Controversial Inspection Measures Proposed for Foreign Worker Program

CIC News
Published: June 12, 2013

Enhanced inspection regulations for Canada’s Temporary Foreign Worker Program (TFWP) were announced on Saturday, June 8th. When the proposed regulations take effect, immigration officials will have the right to enter Canadian places of employment without first obtaining a search warrant.

The inspection regulations have been proposed in the midst of a nation-wide controversy surrounding Canada’s use of temporary foreign workers. Specifically, two highly publicized cases brought to light what may be widespread abuses of the TFWP. In response to public criticism, the government has announced a number of new measures to demonstrate its tough policy towards Canadian employers who refuse to comply with program standards.

New Inspection Rules

Usually, when Canadian employers wish to hire a foreign national, they must first successfully apply for and receive a positive Labour Market Opinion (LMO). As part of an LMO application, employers must comply with Federal and Provincial labour standards for wages, benefits, and working conditions.

The new rules will allow Human Resources and Skills Development Canada (HRSDC), and in some cases Citizenship and Immigration Canada (CIC), to enter workplaces in order to seek proof of employer compliance with these and other issues. There are three circumstances when HRSDC or CIC will be able to enter a place of employment:

  • It is suspected that an employer is not complying or has not complied with TFWP conditions;
  • An employer is known to have not complied in the past; or
  • An employer is chosen at random for compliance verification.

The regulations, published in the Canada Gazette, stated that officials would “have the authority to enter and inspect any premises or place in which a [temporary foreign worker] performs work”, noting that a warrant will be needed only if the place of work is a private residence. This authority lasts for “any time during and up to six years after the employment of a [foreign worker]”, meaning that even if a worker has left, the government may years later choose to conduct an inspection.

Employers could be found non-compliant if they fail to meet any of the conditions imposed by the LMO. If deemed non-compliant, an employer would be stripped of the ability to use the TFWP for two years and would have their name added to a public list of ineligible businesses that will be posted on CIC’s website. They would also be banned from providing offers of employment in support of Federal Skilled Trades or Federal Skilled Worker applications.

Response to New Rules

Canada’s welcoming attitude towards temporary foreign workers has resulted in over 200,000 new foreign workers arriving in Canada each year. Some stakeholders have argued that with such a large number, the government has not been doing enough to ensure that the interests of both Canadians and foreigners are safeguarded, and have called for greater oversight of the program.

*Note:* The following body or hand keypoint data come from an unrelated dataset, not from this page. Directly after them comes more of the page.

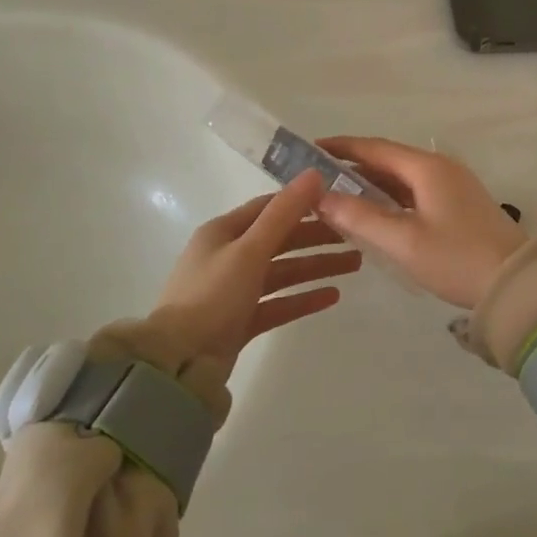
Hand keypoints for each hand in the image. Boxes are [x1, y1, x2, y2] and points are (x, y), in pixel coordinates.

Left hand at [150, 171, 358, 380]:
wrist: (179, 363)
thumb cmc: (213, 295)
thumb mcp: (249, 249)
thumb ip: (284, 213)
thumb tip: (314, 173)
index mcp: (223, 231)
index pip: (269, 207)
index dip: (304, 203)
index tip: (339, 202)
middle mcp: (228, 256)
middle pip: (280, 240)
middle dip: (317, 238)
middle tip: (357, 238)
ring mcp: (234, 291)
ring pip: (283, 272)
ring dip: (316, 266)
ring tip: (355, 265)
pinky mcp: (240, 321)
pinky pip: (278, 303)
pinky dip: (303, 298)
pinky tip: (333, 296)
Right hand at [315, 137, 527, 309]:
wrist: (516, 283)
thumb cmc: (456, 259)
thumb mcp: (403, 241)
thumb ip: (360, 217)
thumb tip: (322, 197)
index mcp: (426, 167)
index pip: (374, 147)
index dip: (341, 147)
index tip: (310, 149)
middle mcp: (441, 167)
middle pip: (389, 159)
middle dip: (352, 165)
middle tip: (318, 177)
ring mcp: (454, 185)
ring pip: (403, 176)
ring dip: (372, 183)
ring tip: (338, 195)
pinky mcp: (460, 204)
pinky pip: (416, 191)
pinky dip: (391, 196)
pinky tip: (375, 213)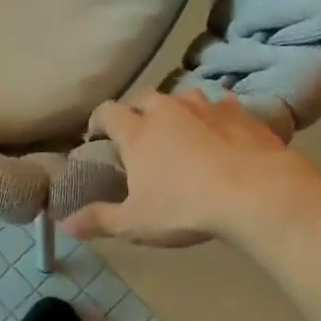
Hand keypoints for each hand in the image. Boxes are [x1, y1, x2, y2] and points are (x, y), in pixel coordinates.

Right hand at [62, 89, 316, 245]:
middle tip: (136, 131)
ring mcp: (206, 107)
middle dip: (134, 110)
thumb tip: (63, 224)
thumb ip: (99, 220)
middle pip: (144, 97)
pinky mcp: (241, 113)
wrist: (256, 193)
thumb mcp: (135, 222)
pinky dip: (214, 113)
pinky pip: (221, 104)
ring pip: (182, 95)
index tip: (95, 135)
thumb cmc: (185, 208)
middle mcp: (168, 111)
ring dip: (175, 108)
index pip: (107, 112)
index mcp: (137, 133)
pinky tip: (219, 128)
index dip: (97, 121)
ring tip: (177, 127)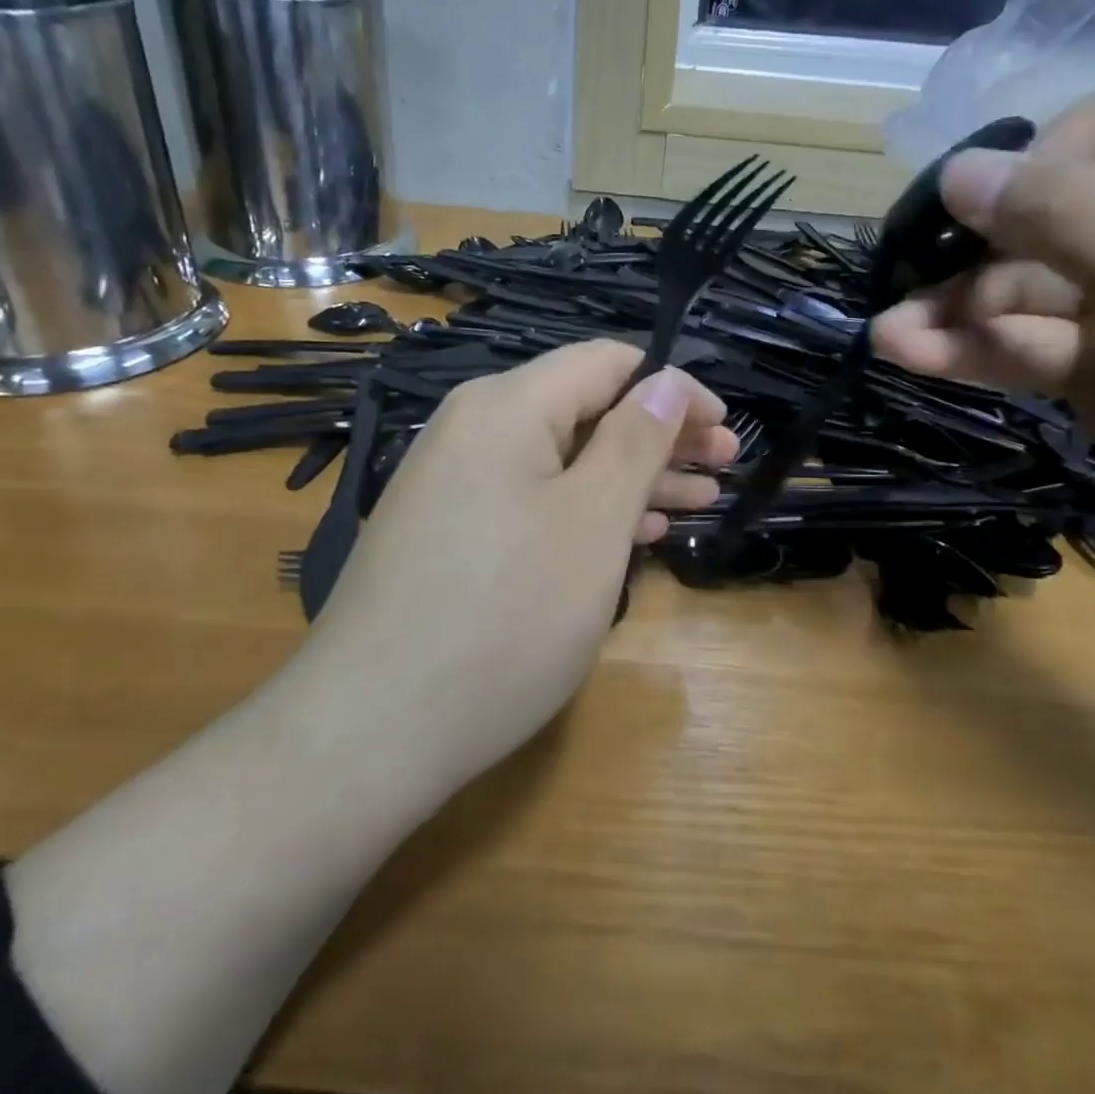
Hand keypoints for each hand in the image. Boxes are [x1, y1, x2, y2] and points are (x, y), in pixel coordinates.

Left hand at [304, 339, 734, 791]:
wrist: (371, 730)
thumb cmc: (506, 617)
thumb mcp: (592, 522)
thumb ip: (635, 442)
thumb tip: (666, 382)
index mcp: (506, 406)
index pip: (607, 363)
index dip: (672, 387)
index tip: (723, 427)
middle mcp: (472, 429)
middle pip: (585, 410)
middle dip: (659, 436)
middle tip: (722, 466)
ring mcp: (454, 484)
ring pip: (562, 460)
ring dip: (631, 477)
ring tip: (696, 500)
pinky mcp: (448, 533)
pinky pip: (531, 500)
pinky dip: (585, 510)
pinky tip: (632, 533)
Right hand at [871, 95, 1094, 643]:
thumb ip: (1070, 220)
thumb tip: (960, 169)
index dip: (1040, 166)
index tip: (989, 218)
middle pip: (1051, 221)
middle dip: (976, 255)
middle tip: (903, 285)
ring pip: (1027, 295)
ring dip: (955, 314)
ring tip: (886, 337)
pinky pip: (1030, 352)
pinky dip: (973, 355)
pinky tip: (910, 357)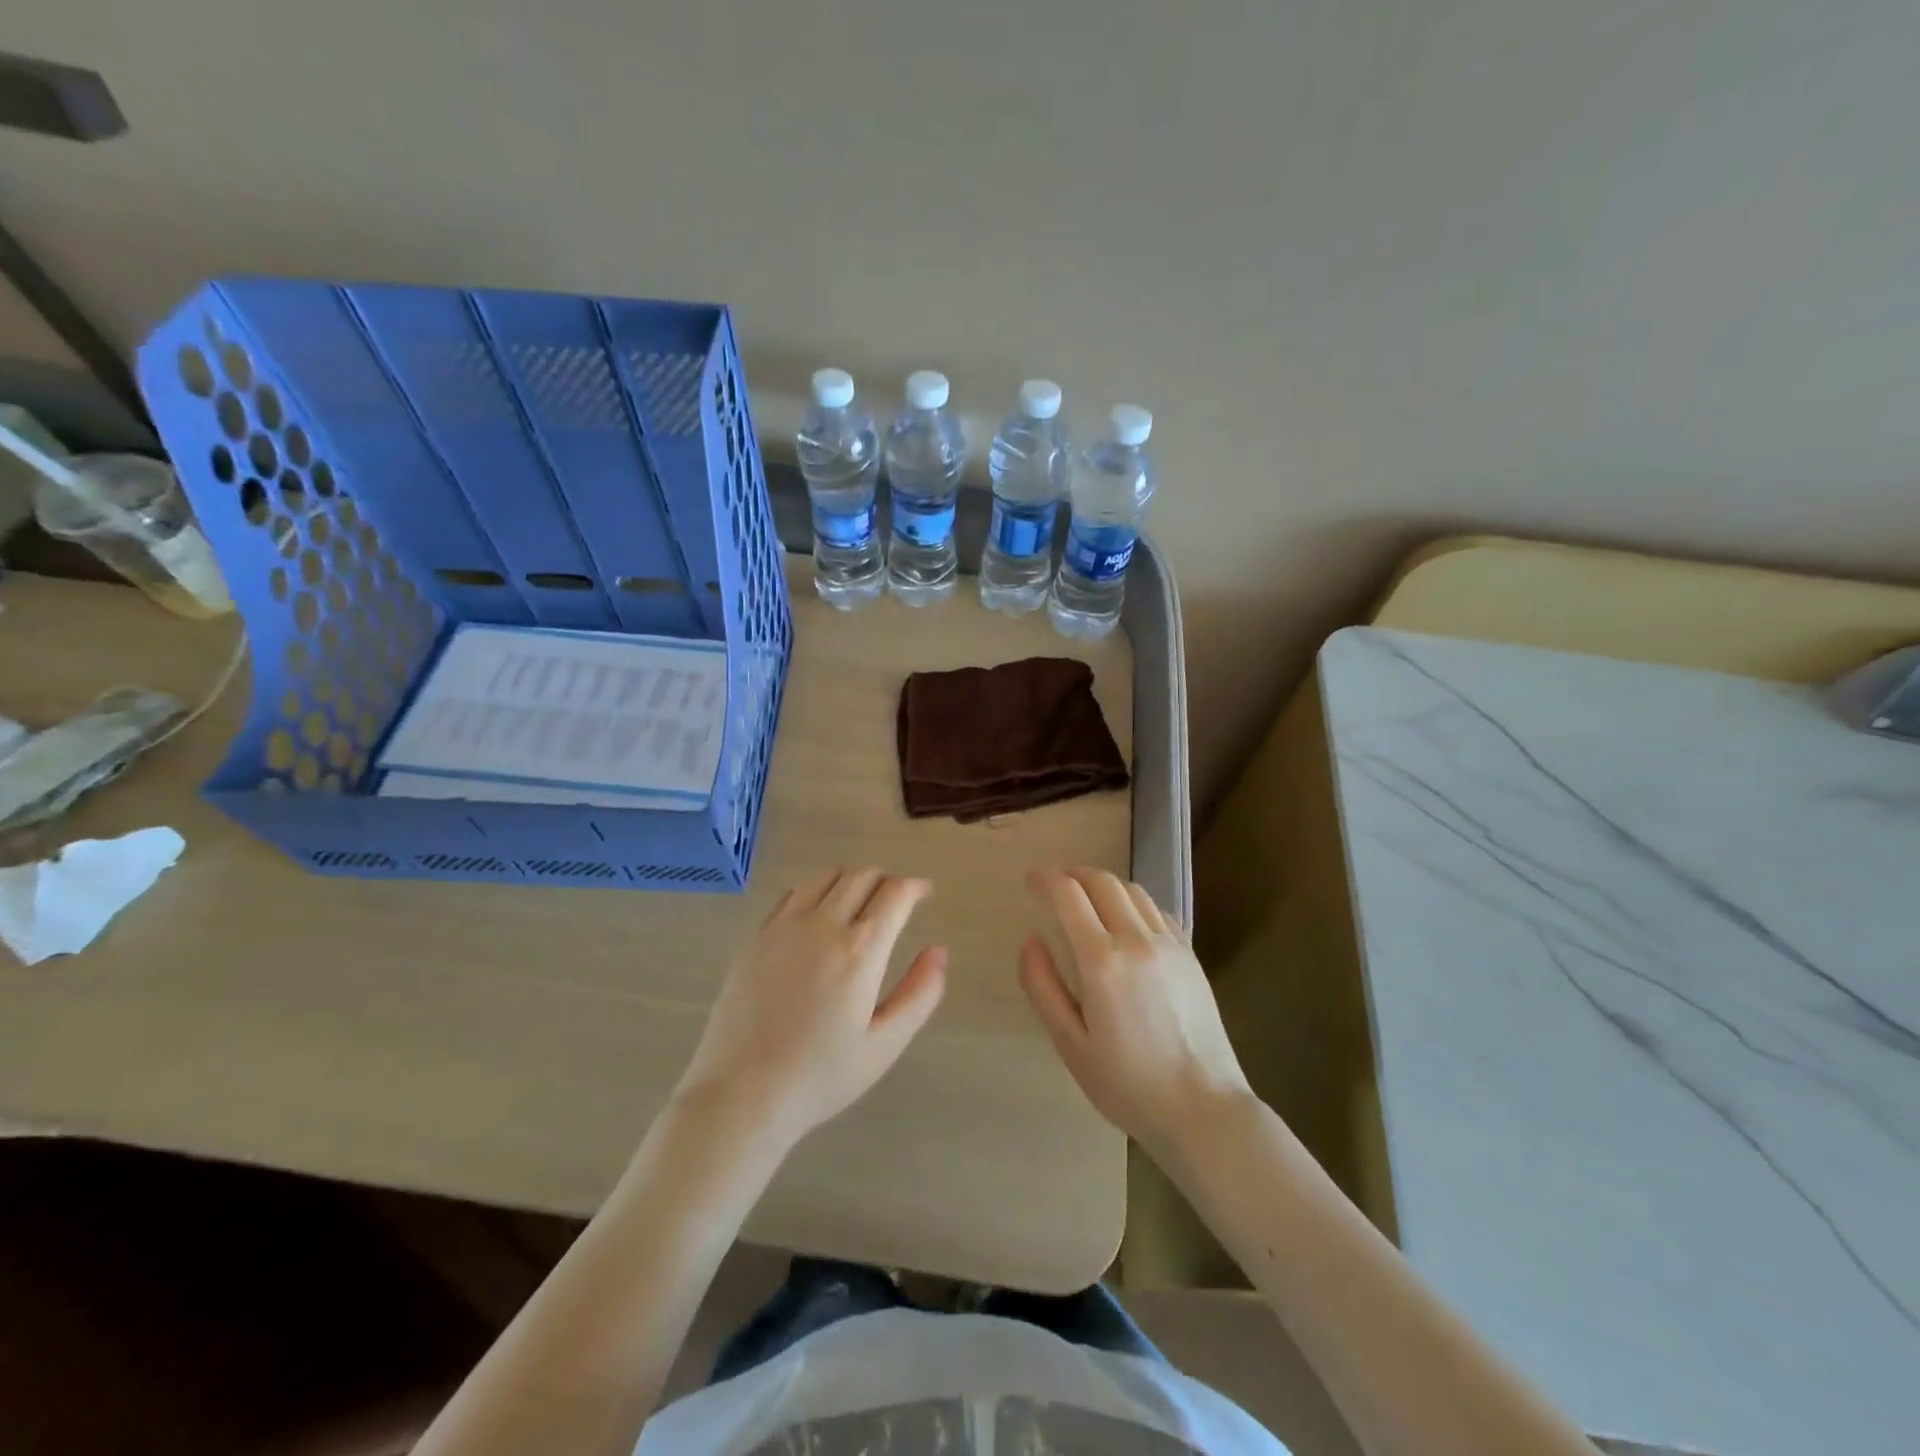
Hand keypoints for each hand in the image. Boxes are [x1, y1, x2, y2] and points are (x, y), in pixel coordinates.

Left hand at [673, 868, 947, 1148]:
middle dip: (886, 880)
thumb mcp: (884, 1045)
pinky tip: (815, 917)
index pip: (895, 893)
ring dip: (850, 881)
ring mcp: (783, 927)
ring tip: (858, 903)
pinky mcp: (755, 938)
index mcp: (860, 949)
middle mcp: (823, 924)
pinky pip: (791, 895)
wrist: (740, 1094)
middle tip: (896, 901)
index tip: (925, 892)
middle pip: (861, 877)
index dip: (915, 887)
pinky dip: (814, 893)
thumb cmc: (820, 1076)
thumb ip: (919, 994)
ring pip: (825, 878)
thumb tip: (939, 952)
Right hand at [1019, 868, 1252, 1155]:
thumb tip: (1029, 941)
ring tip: (1087, 900)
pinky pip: (1158, 910)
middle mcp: (1137, 939)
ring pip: (1133, 890)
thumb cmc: (1127, 1084)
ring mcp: (1169, 944)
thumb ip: (1042, 986)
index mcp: (1101, 960)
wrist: (1203, 1109)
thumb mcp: (1070, 1043)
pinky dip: (1134, 903)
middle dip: (1073, 875)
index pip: (1069, 894)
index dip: (1045, 880)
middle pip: (1102, 882)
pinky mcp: (1191, 956)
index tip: (1031, 881)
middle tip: (1055, 887)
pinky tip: (1126, 921)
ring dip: (1104, 885)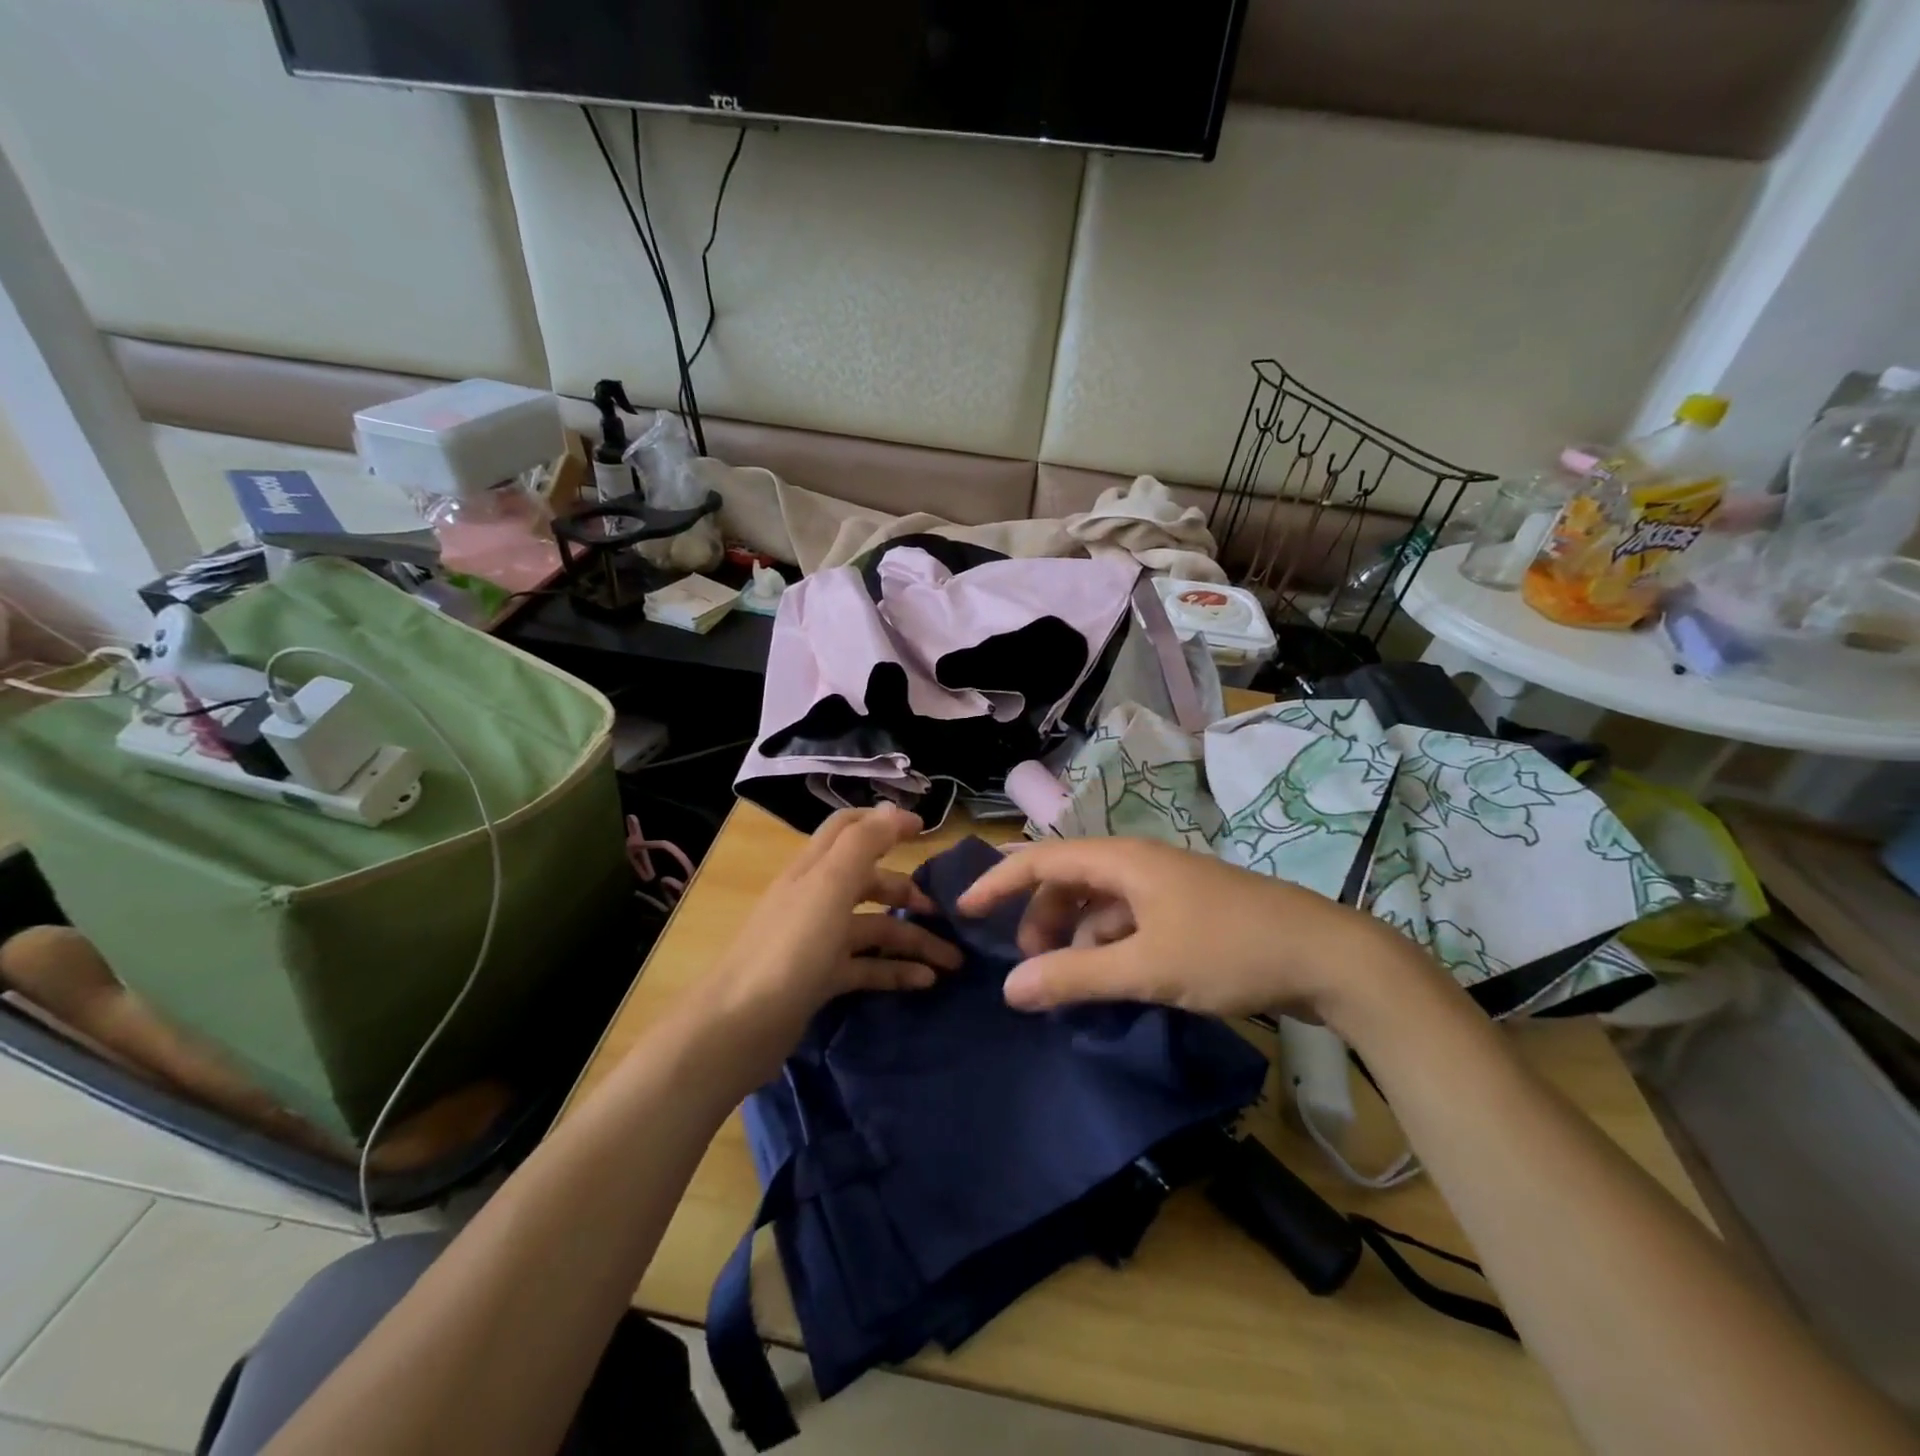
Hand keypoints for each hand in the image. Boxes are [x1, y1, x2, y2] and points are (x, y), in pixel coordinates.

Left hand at [699, 807, 961, 1056]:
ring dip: (912, 940)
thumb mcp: (830, 885)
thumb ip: (864, 843)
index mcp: (814, 869)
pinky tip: (925, 982)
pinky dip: (895, 971)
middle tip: (943, 911)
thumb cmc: (790, 947)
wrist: (738, 1026)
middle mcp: (815, 899)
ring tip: (951, 960)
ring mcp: (817, 941)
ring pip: (873, 929)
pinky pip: (866, 967)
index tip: (925, 830)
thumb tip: (896, 811)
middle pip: (868, 882)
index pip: (848, 829)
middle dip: (906, 891)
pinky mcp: (819, 979)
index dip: (885, 823)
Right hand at [957, 837, 1433, 1029]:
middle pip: (1069, 880)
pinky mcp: (1188, 913)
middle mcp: (1139, 863)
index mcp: (1123, 859)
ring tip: (1072, 982)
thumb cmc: (1229, 950)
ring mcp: (1167, 887)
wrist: (1329, 957)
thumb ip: (1073, 978)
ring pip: (1100, 904)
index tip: (965, 910)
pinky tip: (1115, 980)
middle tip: (1029, 966)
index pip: (1041, 859)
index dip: (999, 881)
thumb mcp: (1145, 968)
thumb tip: (1010, 989)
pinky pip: (1129, 922)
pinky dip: (1110, 947)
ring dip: (1076, 937)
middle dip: (1040, 918)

“While more oversight is definitely a good thing, I and many others are wary of the recently announced inspection measures,” said immigration attorney David Cohen. “Giving government officials the mandate to enter Canadian workplaces without first securing a warrant is, in my opinion, a slippery slope that could result in the erosion of our right to privacy.”

The inspection rules are not the only proposed changes to the TFWP. Recent months have seen a slew of programming changes, some of which have already been put in place and others which have been proposed and are awaiting ratification.

Attorney Cohen added that “many further rule changes have been proposed, including extending mandatory recruitment periods for employers and instituting fees for LMO applications. The process is becoming more complicated. Canadians who plan to hire foreign workers should pay close attention to the changing landscape.”